# My New Pup!



## A+ Slingshots (Jan 22, 2010)

Well I'm pleased to be able to have something to share here!!! I grew up reading about hunting with great bird dogs in all the outdoor sports magazines. My brothers black Lab used to accompany me on overnight hikes and hunts as a teen. I've read about them in books for years. With great interest, I've watched those of you who have them here on the Shed. I've admired those that friends have had, and while pheasant and quail hunting in Oklahoma I had the pleasure of shooting over those that belonged to my father-in-law's brother..... BUT I've never had one of my own.... until now!!!! A guy was basically giving him away and so I had a good home for him!! I consider him a real blessing!!!

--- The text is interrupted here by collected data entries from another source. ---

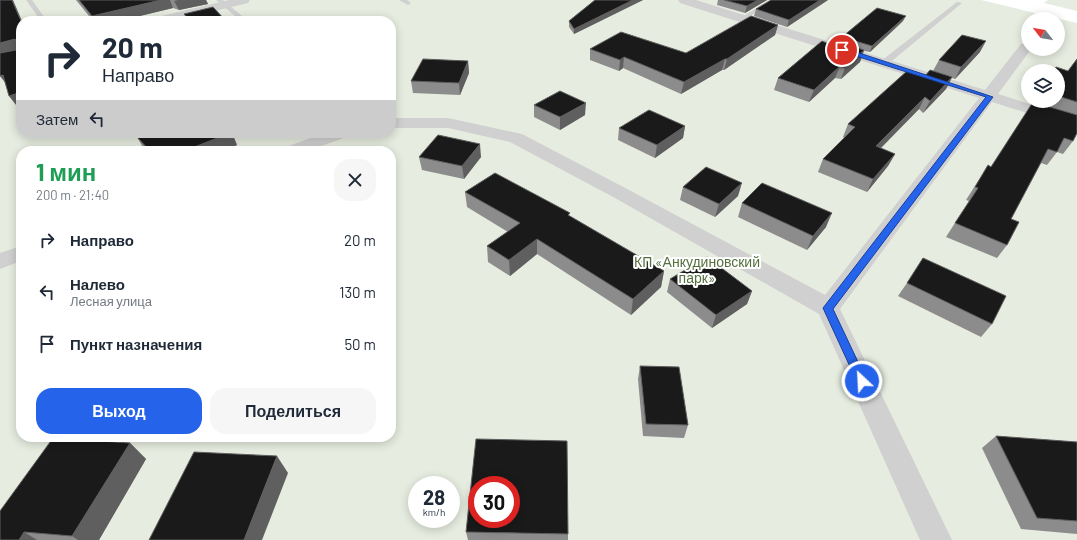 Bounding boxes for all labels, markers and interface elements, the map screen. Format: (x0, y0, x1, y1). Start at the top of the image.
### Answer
north arrow (1021, 12, 1065, 56)
map controls (1021, 12, 1065, 108)
text: 20 m (102, 30, 163, 64)
icon: right (36, 32, 88, 84)
pin (825, 33, 859, 67)
icon: arrive (831, 39, 853, 61)
text: Направо (102, 64, 174, 86)
button: layers (1021, 64, 1065, 108)
icon: left (86, 108, 108, 130)
text: Затем (36, 110, 78, 128)
text: 1 мин (36, 157, 96, 186)
button: close (334, 159, 376, 201)
text: 200 m · 21:40 (36, 187, 109, 203)
icon: right (36, 229, 58, 251)
text: Направо (70, 231, 134, 249)
text: 20 m (344, 231, 376, 249)
park label: КП «Анкудиновский парк» (634, 253, 760, 286)
text: Налево (70, 275, 125, 293)
icon: left (36, 281, 58, 303)
text: 130 m (339, 283, 376, 301)
text: Лесная улица (70, 293, 152, 309)
icon: arrive (36, 333, 58, 355)
text: Пункт назначения (70, 335, 202, 353)
text: 50 m (344, 335, 376, 353)
position arrow (841, 360, 883, 402)
button: Выход (36, 388, 202, 434)
button: Поделиться (210, 388, 376, 434)
speed limit sign: 30 (468, 476, 520, 528)
text: 28 (423, 485, 445, 509)
text: km/h (423, 506, 445, 518) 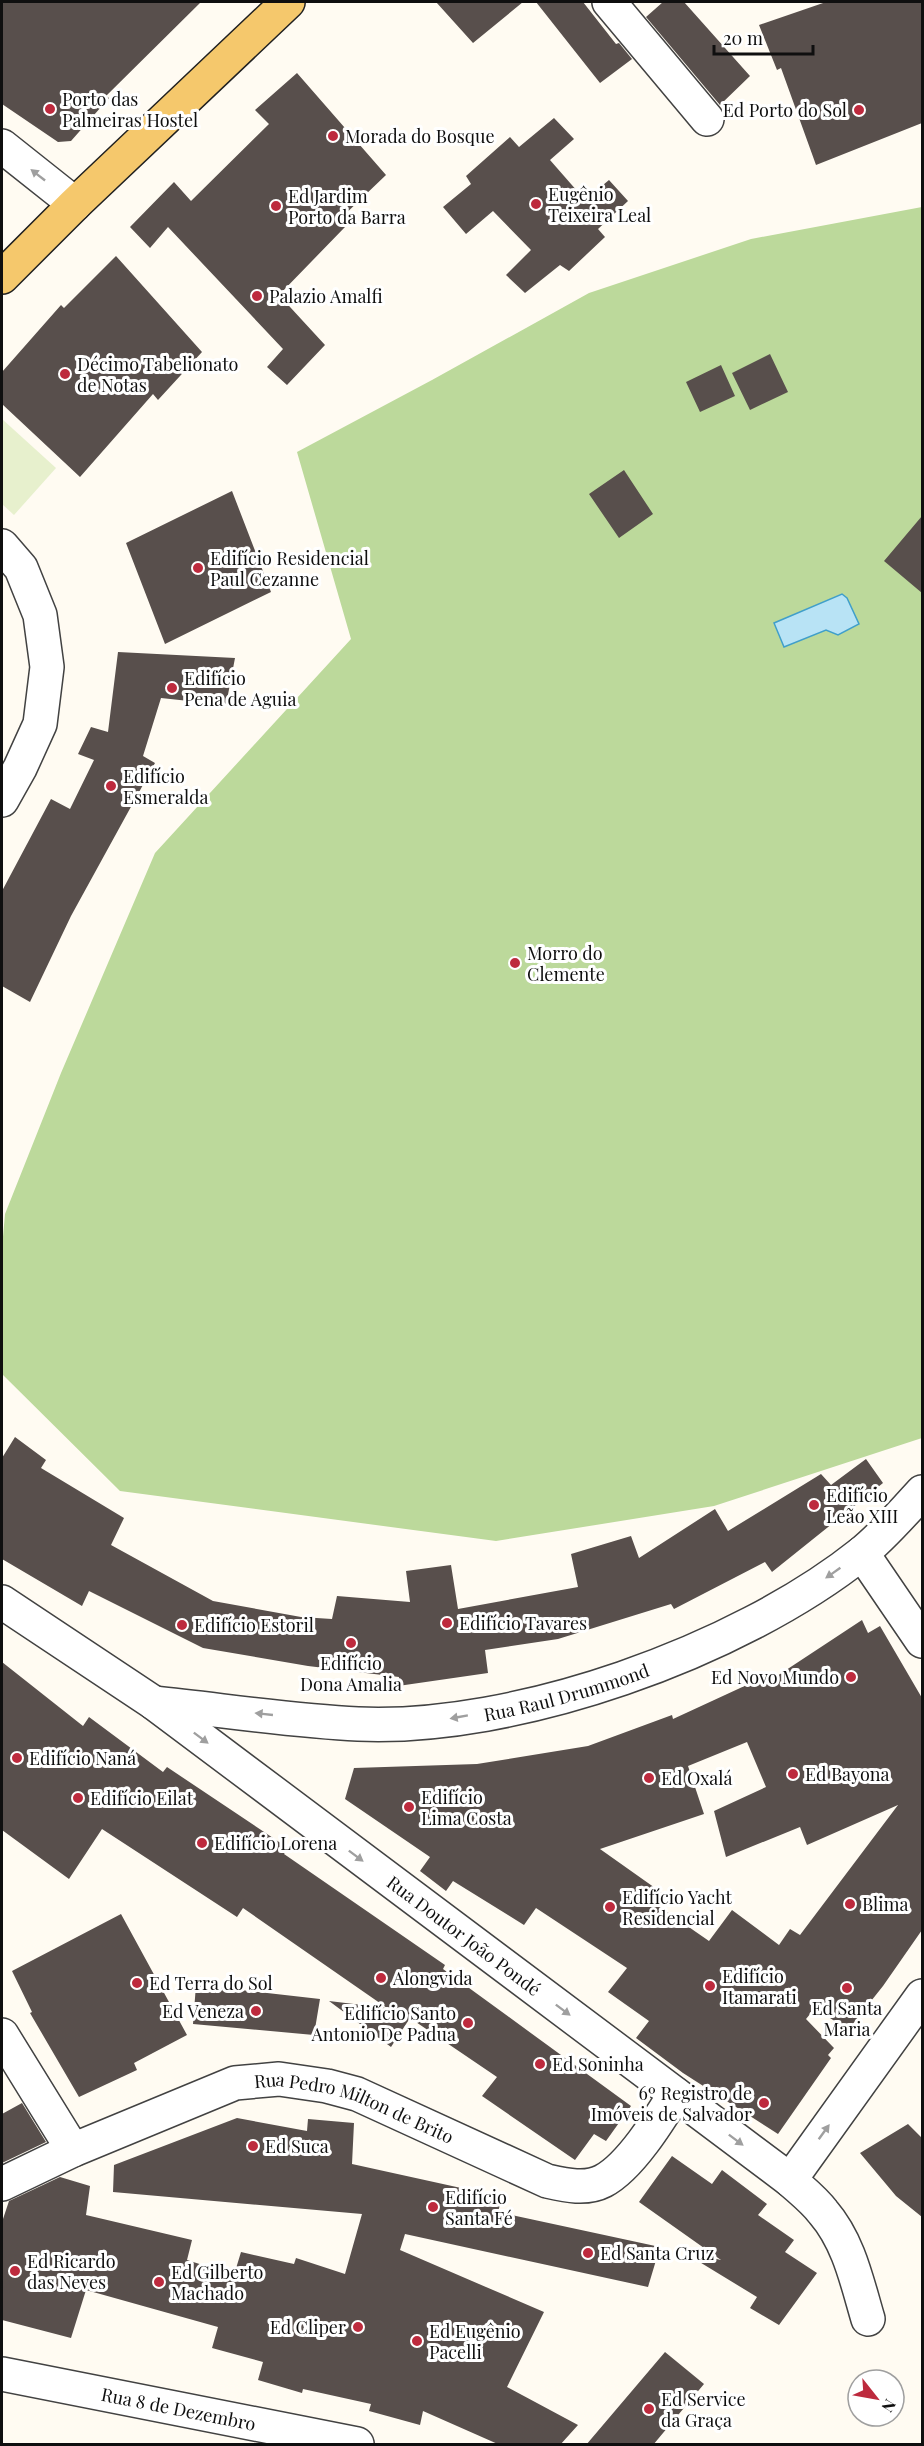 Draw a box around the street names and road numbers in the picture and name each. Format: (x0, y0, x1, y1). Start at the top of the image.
street label: Rua Raul Drummond (482, 1658, 653, 1726)
street label: Rua Doutor João Pondé (382, 1870, 546, 2001)
street label: Rua Pedro Milton de Brito (253, 2067, 458, 2149)
street label: Rua 8 de Dezembro (99, 2382, 258, 2436) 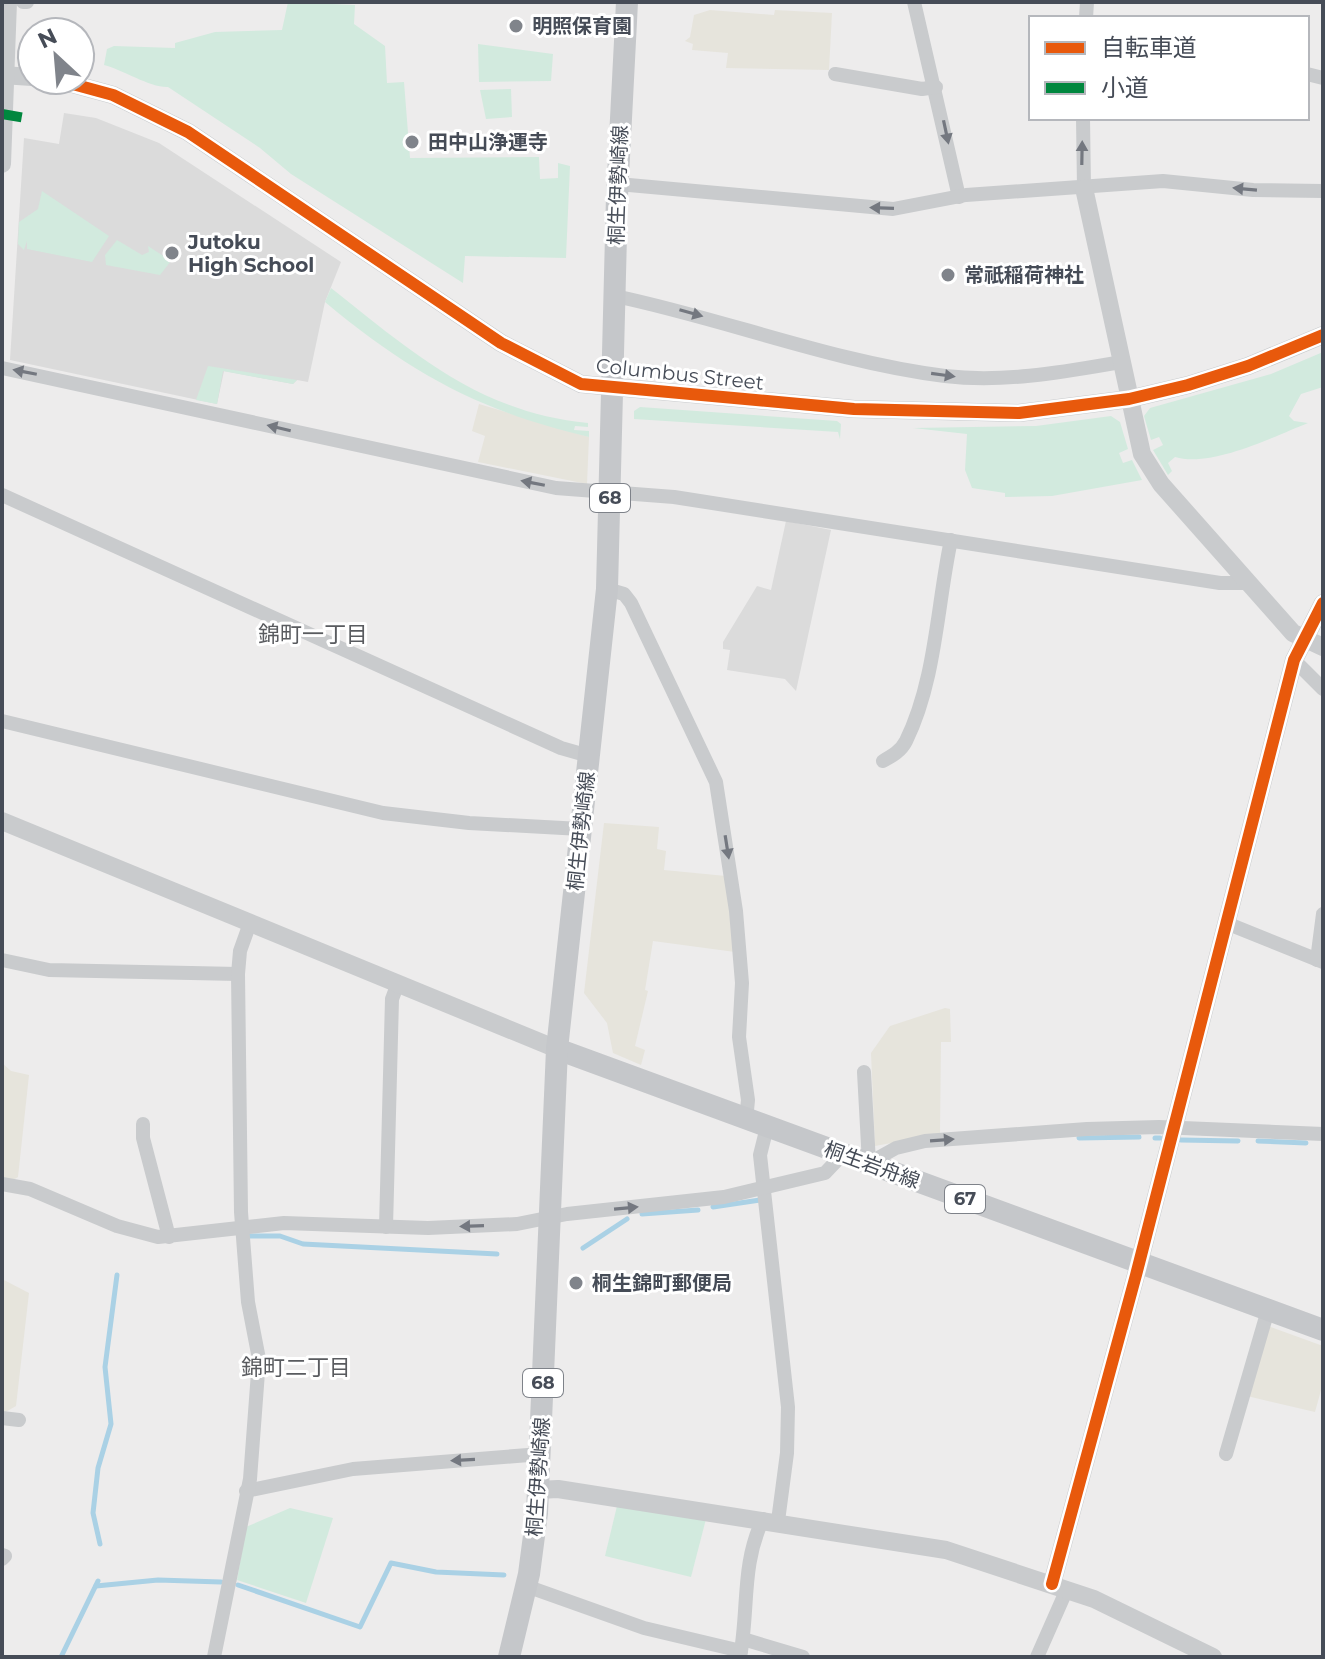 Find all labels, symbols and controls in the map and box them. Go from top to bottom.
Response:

Here is my new this 6 mo. old fine German Short-haired Pointer that was added to our family a little while back! His name is "Sam" short for LOTR character "Samwise Gamgee"







He is a livewire for sure!!!









He and I have a lot to learn, but I'm really enjoying the process...mostly.







He can sit on command (most of the time) and walks on the leash fairly well. I want to hunt quail, chukar and duck and maybe pheasant here in California with him. I'm going to attempt to train him myself with check cord and whistle and I have a electronic collar headed this way.
Any tips, tricks or good suggestions from trainers/ hunters would be greatly appreciated!!












































BTW... NO he did not "kiss" me on the mouth.... but he almost did!!! LOL







I'm going to have to watch that... he's quick on the tongue!!


----------



## NaturalFork (Jan 21, 2010)

aww. I love dogs! Looks like a good hunter.


----------



## Flatband (Dec 18, 2009)

God bless him Perry! Ain't nothing like them in my book. Mine are so spoiled they let me know when I can go out or not! I wouldn't have it any other way either! Handsome little guy! Flatband


----------



## fishjunkie (Sep 10, 2011)

good looking bird dog


----------



## spanky (May 29, 2011)

Thats one fine pup you have there mate.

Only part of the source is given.